The answer must be every line below that contains the string "Left".

● **Records to use**:
※

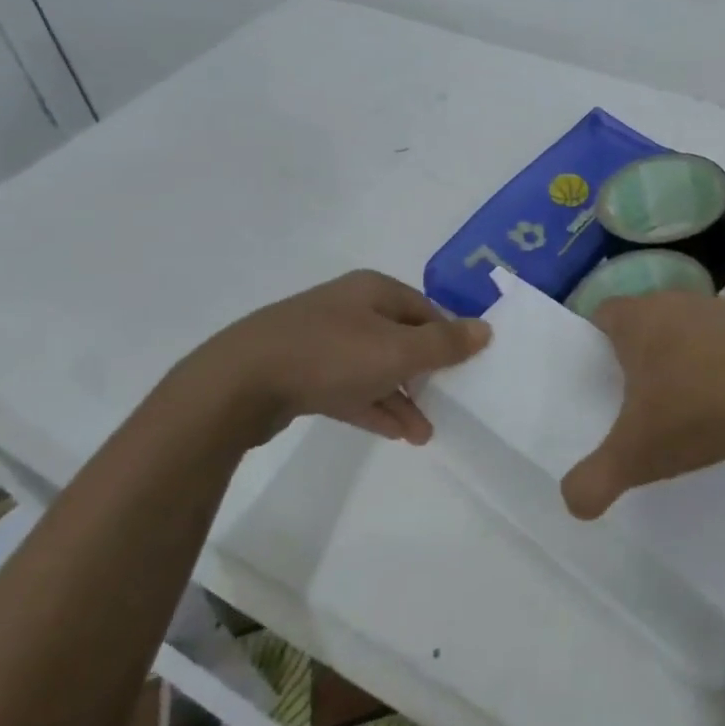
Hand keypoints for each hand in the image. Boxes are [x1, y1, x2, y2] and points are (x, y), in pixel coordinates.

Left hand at [163, 270, 489, 444]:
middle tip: (448, 403)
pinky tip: (396, 433)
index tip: (465, 371)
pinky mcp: (302, 374)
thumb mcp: (397, 350)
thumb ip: (444, 344)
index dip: (448, 339)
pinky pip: (350, 388)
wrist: (239, 384)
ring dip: (402, 398)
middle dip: (426, 374)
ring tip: (425, 434)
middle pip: (401, 338)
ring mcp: (322, 341)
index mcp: (373, 291)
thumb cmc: (330, 356)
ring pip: (375, 368)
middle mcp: (349, 309)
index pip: (425, 310)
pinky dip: (374, 407)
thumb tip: (486, 329)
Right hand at [560, 291, 724, 518]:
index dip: (595, 343)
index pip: (600, 314)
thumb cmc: (701, 408)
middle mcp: (674, 302)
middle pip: (644, 321)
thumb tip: (572, 502)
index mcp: (637, 319)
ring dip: (683, 358)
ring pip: (687, 329)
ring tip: (688, 403)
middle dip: (639, 355)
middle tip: (638, 399)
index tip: (599, 378)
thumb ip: (596, 479)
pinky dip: (723, 364)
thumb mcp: (639, 454)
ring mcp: (720, 308)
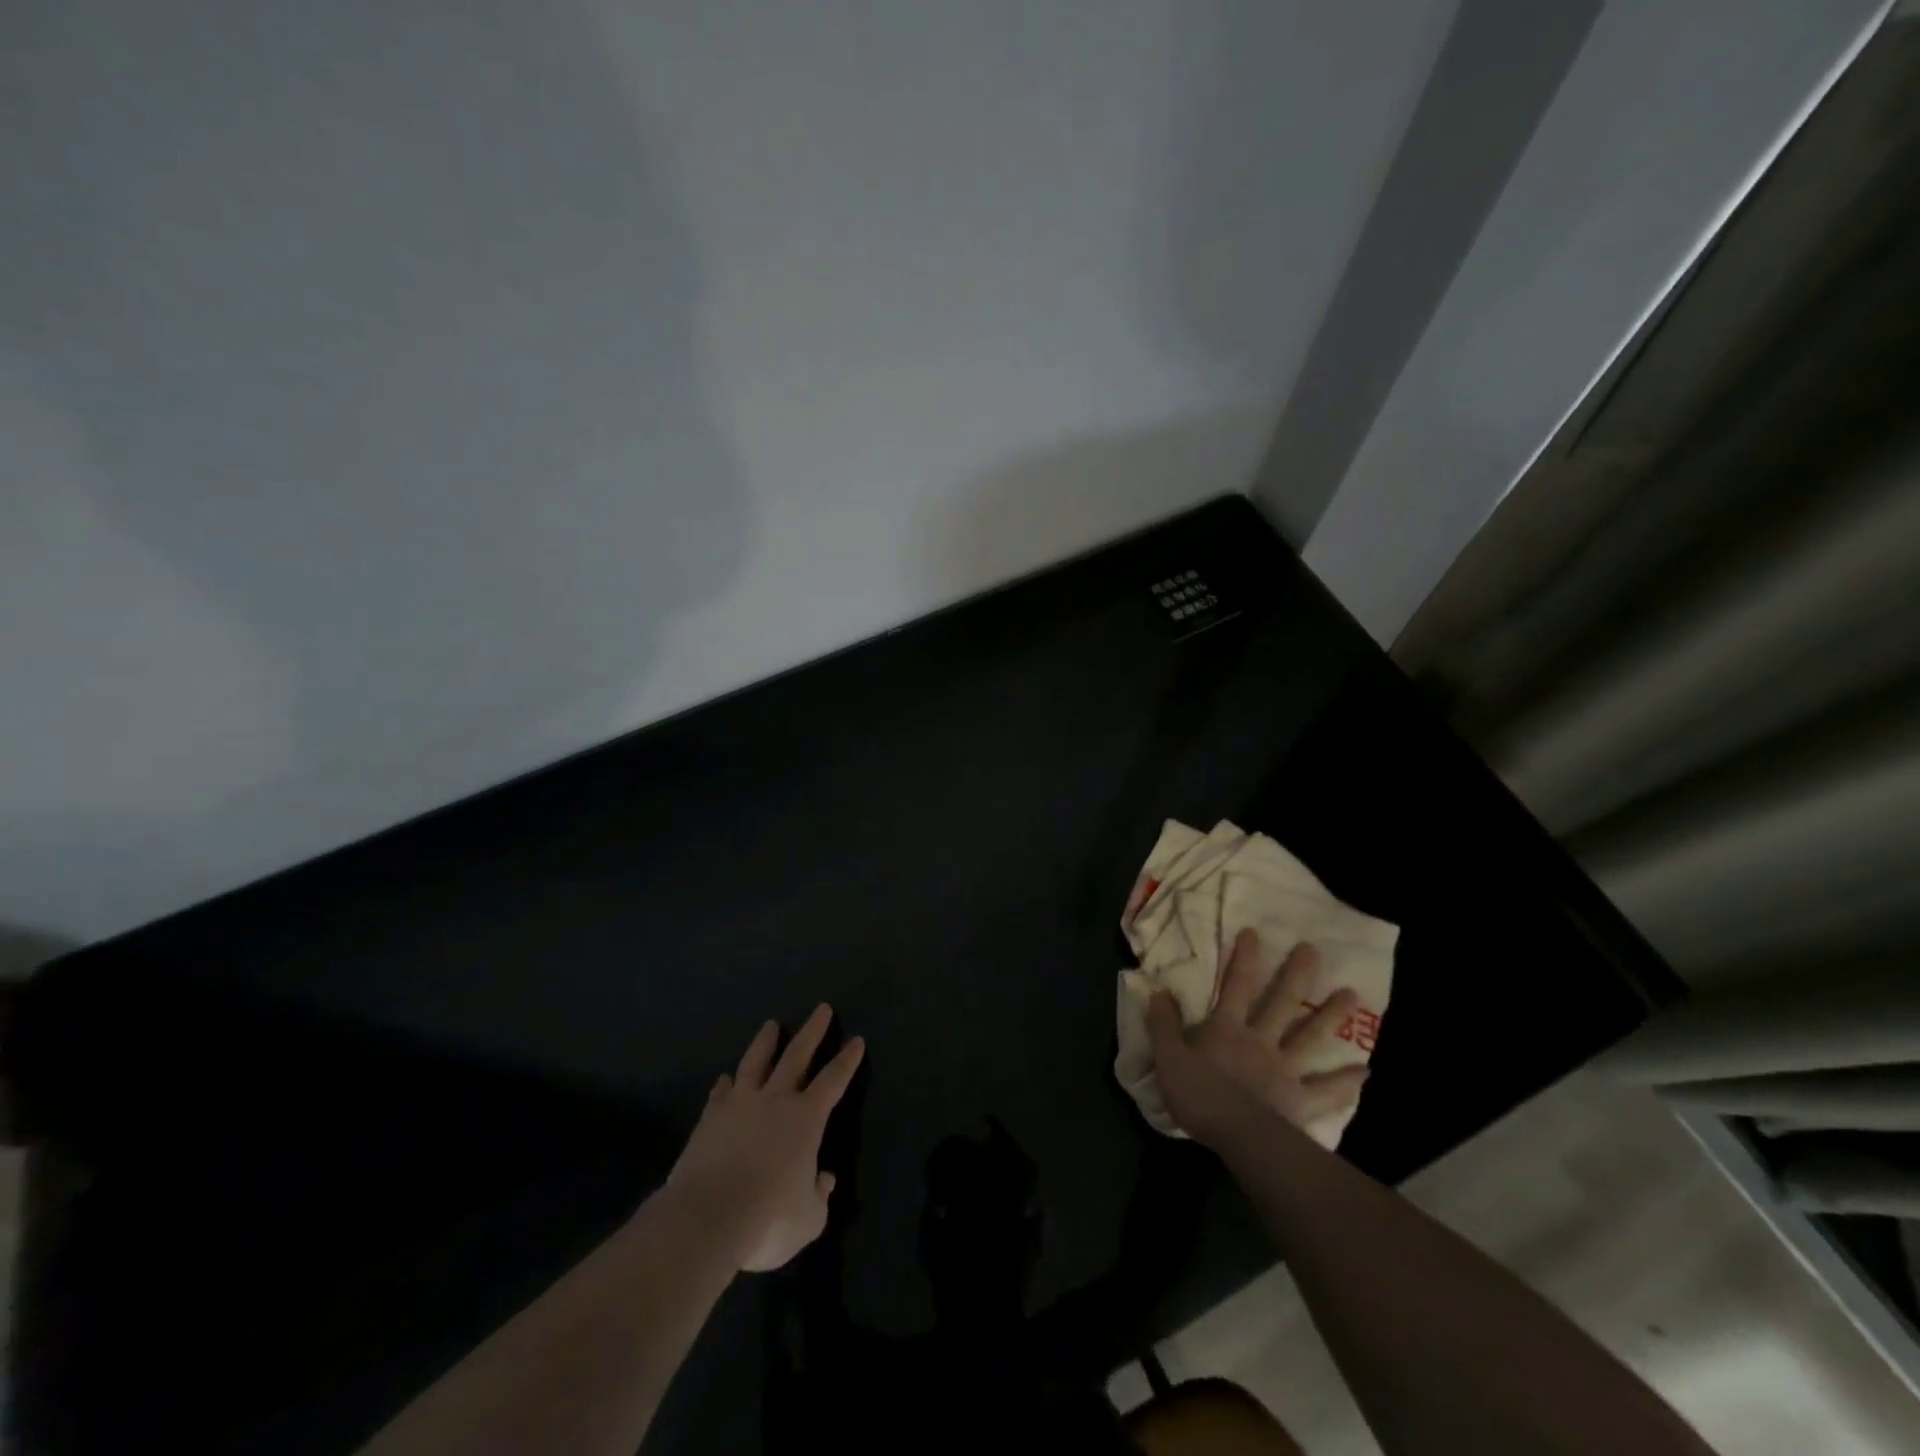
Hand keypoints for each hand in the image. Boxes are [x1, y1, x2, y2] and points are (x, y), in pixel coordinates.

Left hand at [667, 1005, 864, 1271]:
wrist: (706, 1218)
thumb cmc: (767, 1219)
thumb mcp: (808, 1219)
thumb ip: (819, 1196)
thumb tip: (824, 1180)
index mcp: (806, 1118)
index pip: (834, 1080)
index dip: (847, 1060)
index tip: (856, 1040)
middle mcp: (776, 1100)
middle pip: (797, 1055)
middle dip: (812, 1030)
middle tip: (821, 1008)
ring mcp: (739, 1104)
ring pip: (756, 1061)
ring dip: (766, 1042)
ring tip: (771, 1025)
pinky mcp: (709, 1118)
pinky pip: (721, 1092)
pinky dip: (725, 1084)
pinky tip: (725, 1079)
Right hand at [1147, 930, 1368, 1149]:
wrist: (1236, 1135)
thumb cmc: (1199, 1094)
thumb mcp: (1168, 1057)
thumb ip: (1163, 1024)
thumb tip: (1158, 991)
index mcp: (1227, 1029)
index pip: (1236, 986)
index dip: (1244, 959)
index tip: (1254, 933)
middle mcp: (1260, 1041)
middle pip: (1281, 1003)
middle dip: (1296, 975)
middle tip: (1313, 950)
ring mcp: (1284, 1069)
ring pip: (1310, 1037)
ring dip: (1330, 1015)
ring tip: (1351, 994)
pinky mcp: (1300, 1100)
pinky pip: (1327, 1089)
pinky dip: (1347, 1081)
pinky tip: (1366, 1071)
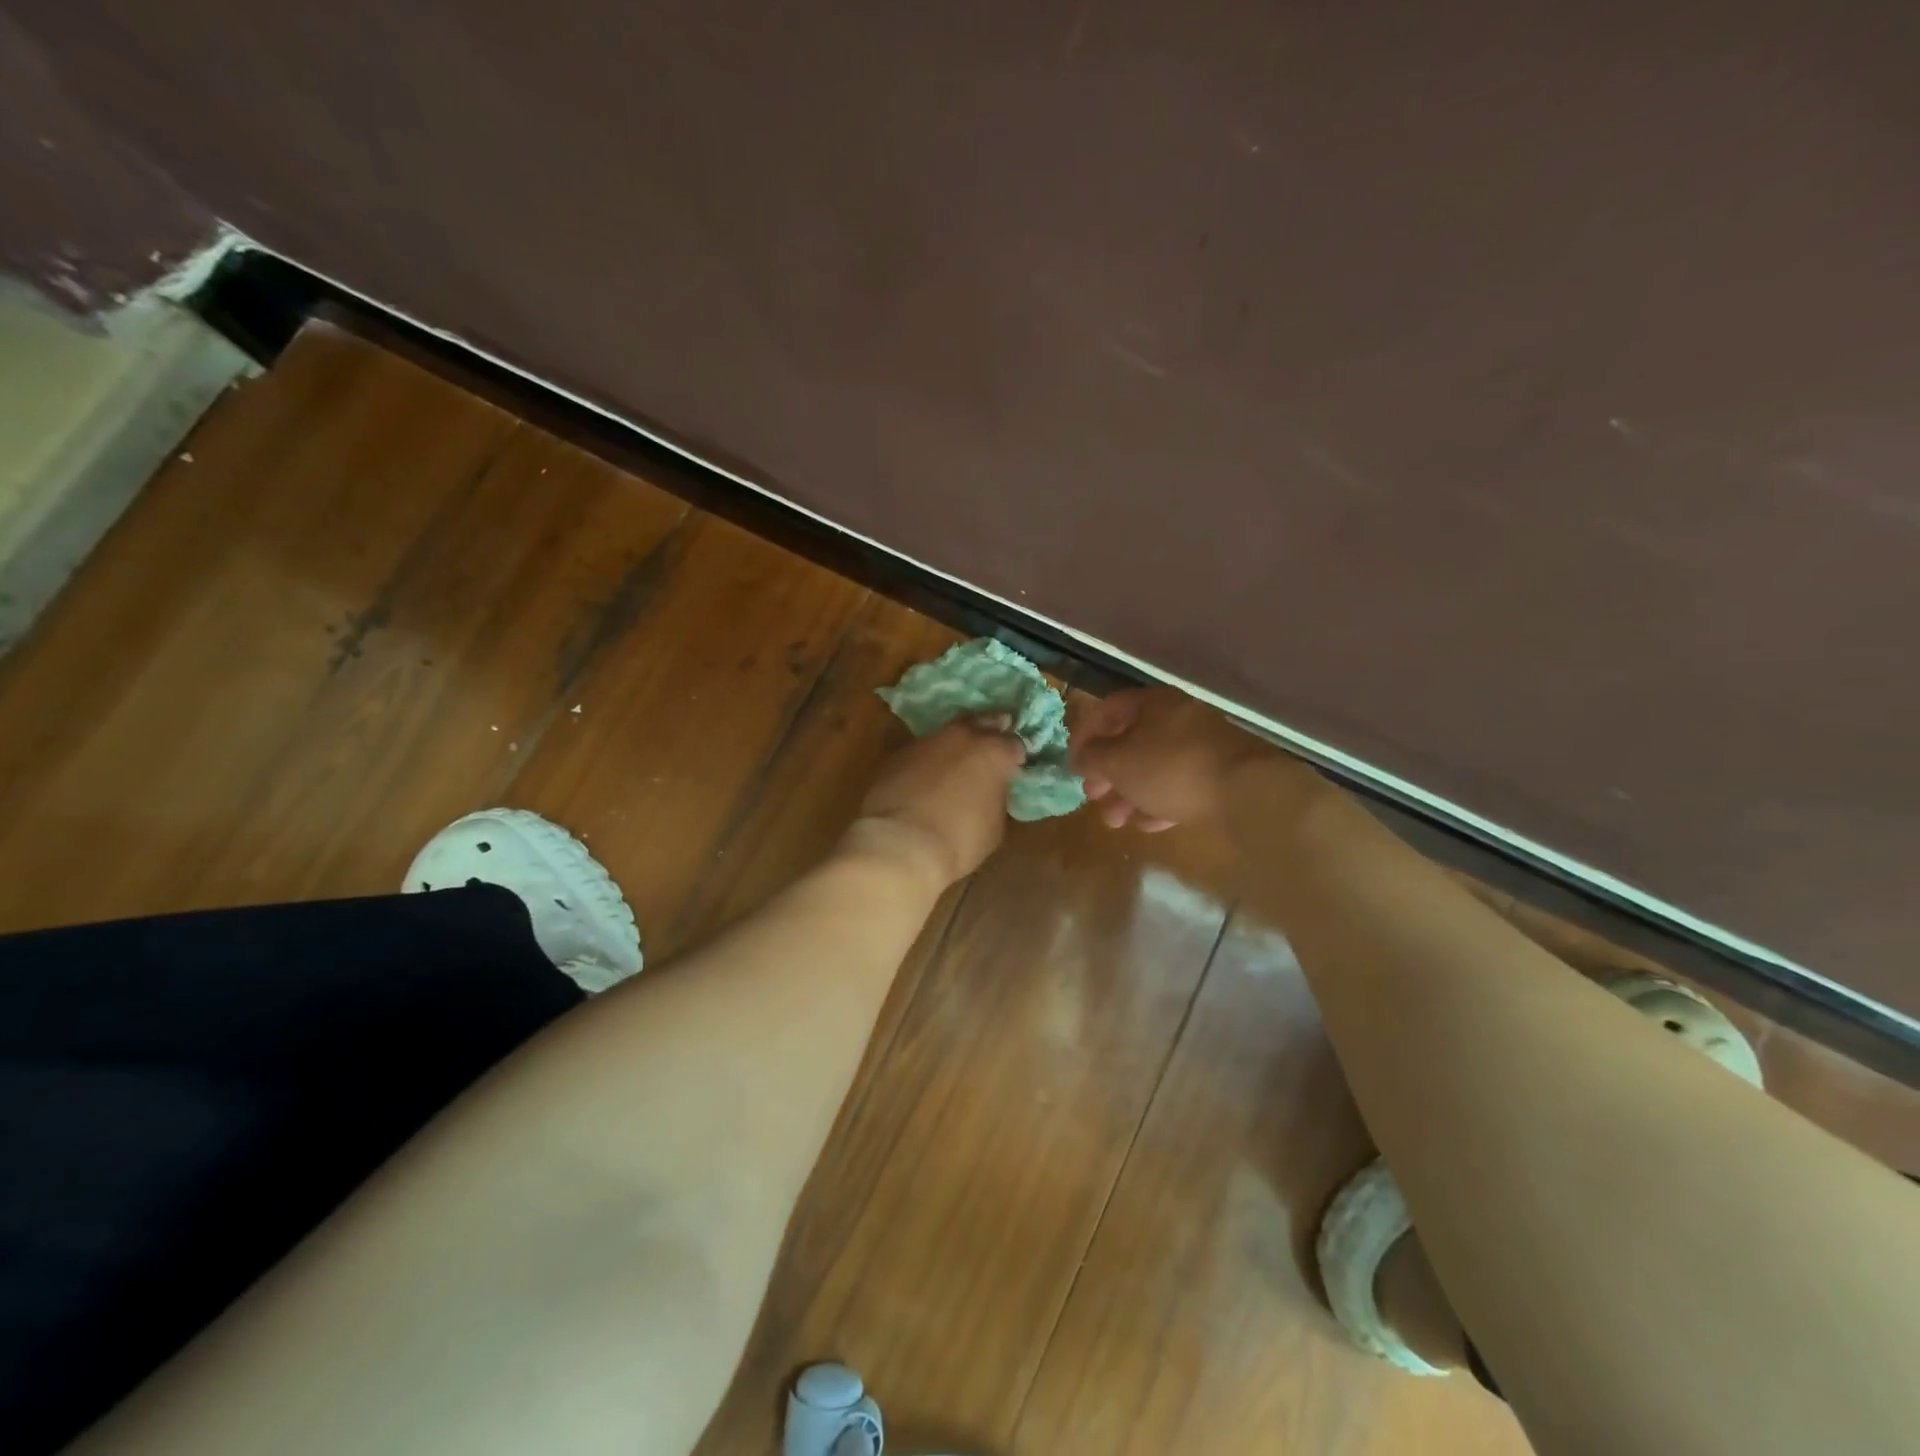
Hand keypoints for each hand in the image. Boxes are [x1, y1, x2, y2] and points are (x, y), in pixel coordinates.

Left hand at [845, 716, 1026, 887]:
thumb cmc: (959, 840)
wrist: (900, 844)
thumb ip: (995, 799)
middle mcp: (961, 737)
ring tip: (954, 764)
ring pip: (946, 736)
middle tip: (989, 742)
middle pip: (980, 722)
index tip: (1014, 764)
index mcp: (993, 752)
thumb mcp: (994, 826)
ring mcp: (925, 742)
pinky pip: (920, 753)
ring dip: (953, 747)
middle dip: (987, 731)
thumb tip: (988, 792)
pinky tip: (924, 779)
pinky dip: (926, 762)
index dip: (1015, 755)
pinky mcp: (896, 755)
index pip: (1013, 743)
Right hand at [1070, 687, 1274, 828]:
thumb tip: (1083, 755)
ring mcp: (1202, 745)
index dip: (1084, 736)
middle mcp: (1177, 717)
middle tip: (1093, 796)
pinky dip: (1159, 802)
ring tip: (1115, 822)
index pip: (1107, 711)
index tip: (1073, 764)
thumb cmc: (1170, 768)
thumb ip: (1093, 757)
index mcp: (1151, 704)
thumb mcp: (1118, 762)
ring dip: (1130, 794)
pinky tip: (1148, 825)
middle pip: (1132, 741)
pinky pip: (1180, 784)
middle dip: (1108, 772)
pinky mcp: (1220, 773)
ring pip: (1155, 767)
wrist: (1246, 789)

※

● **Answer box**:
Left hand at [163, 270, 489, 444]:
Left hand at [667, 1005, 864, 1271]:
Left hand at [845, 716, 1026, 887]:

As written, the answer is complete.